Directions — Go through the data below and transcribe it exactly. Omit the images.

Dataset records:
──────────
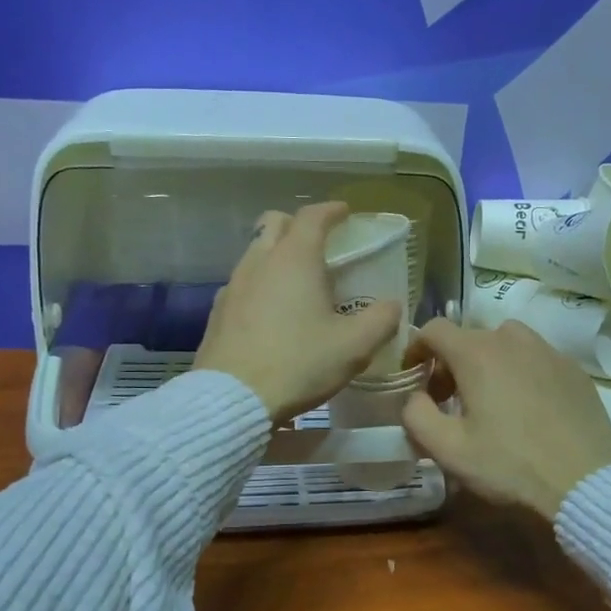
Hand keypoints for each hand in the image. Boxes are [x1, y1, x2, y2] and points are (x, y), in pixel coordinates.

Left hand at [193, 202, 403, 423]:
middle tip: (320, 244)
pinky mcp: (217, 312)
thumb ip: (381, 320)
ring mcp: (233, 285)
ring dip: (277, 255)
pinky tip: (272, 312)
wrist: (231, 399)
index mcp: (295, 259)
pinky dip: (260, 283)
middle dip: (298, 225)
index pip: (313, 217)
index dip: (332, 211)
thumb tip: (393, 305)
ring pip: (255, 252)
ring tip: (298, 281)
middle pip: (275, 223)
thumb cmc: (298, 364)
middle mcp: (260, 261)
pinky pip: (243, 283)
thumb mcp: (354, 346)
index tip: (345, 213)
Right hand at [402, 318, 610, 519]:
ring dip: (488, 362)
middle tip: (448, 400)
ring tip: (490, 398)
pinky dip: (521, 372)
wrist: (584, 482)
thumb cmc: (509, 465)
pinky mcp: (574, 370)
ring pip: (506, 342)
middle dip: (450, 363)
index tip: (413, 376)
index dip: (416, 348)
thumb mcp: (448, 449)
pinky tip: (528, 407)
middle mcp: (512, 340)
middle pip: (470, 337)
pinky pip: (537, 358)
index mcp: (476, 353)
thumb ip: (416, 415)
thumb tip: (414, 397)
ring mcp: (548, 351)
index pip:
──────────
Response —
Hand keypoints for each hand in the image. Boxes are [x1, y1, x2, y2] and points are (x, y), in pixel coordinates.

Left hand at [193, 202, 403, 423]:
middle tip: (320, 244)
pinky mcp: (217, 312)
thumb ip: (381, 320)
ring mcp: (233, 285)
ring dip: (277, 255)
pinky tip: (272, 312)
wrist: (231, 399)
index mcp: (295, 259)
pinky dip: (260, 283)
middle dip: (298, 225)
index pip: (313, 217)
index dip: (332, 211)
thumb tip: (393, 305)
ring pip: (255, 252)
ring tip: (298, 281)
middle pip: (275, 223)
thumb cmc: (298, 364)
middle mcp: (260, 261)
pinky pip: (243, 283)
thumb mcp: (354, 346)
index tip: (345, 213)
Right hand at [402, 318, 610, 519]:
ring dip: (488, 362)
middle tip: (448, 400)
ring tip: (490, 398)
pinky dip: (521, 372)
wrist: (584, 482)
thumb cmc: (509, 465)
pinky mcp: (574, 370)
ring pip: (506, 342)
middle dip: (450, 363)
index tip: (413, 376)
index dip: (416, 348)
thumb mcp: (448, 449)
pinky tip: (528, 407)
middle mcp: (512, 340)
middle pip: (470, 337)
pinky pip: (537, 358)
index mcp: (476, 353)
thumb ip: (416, 415)
thumb tip: (414, 397)
ring mcp: (548, 351)
index pip:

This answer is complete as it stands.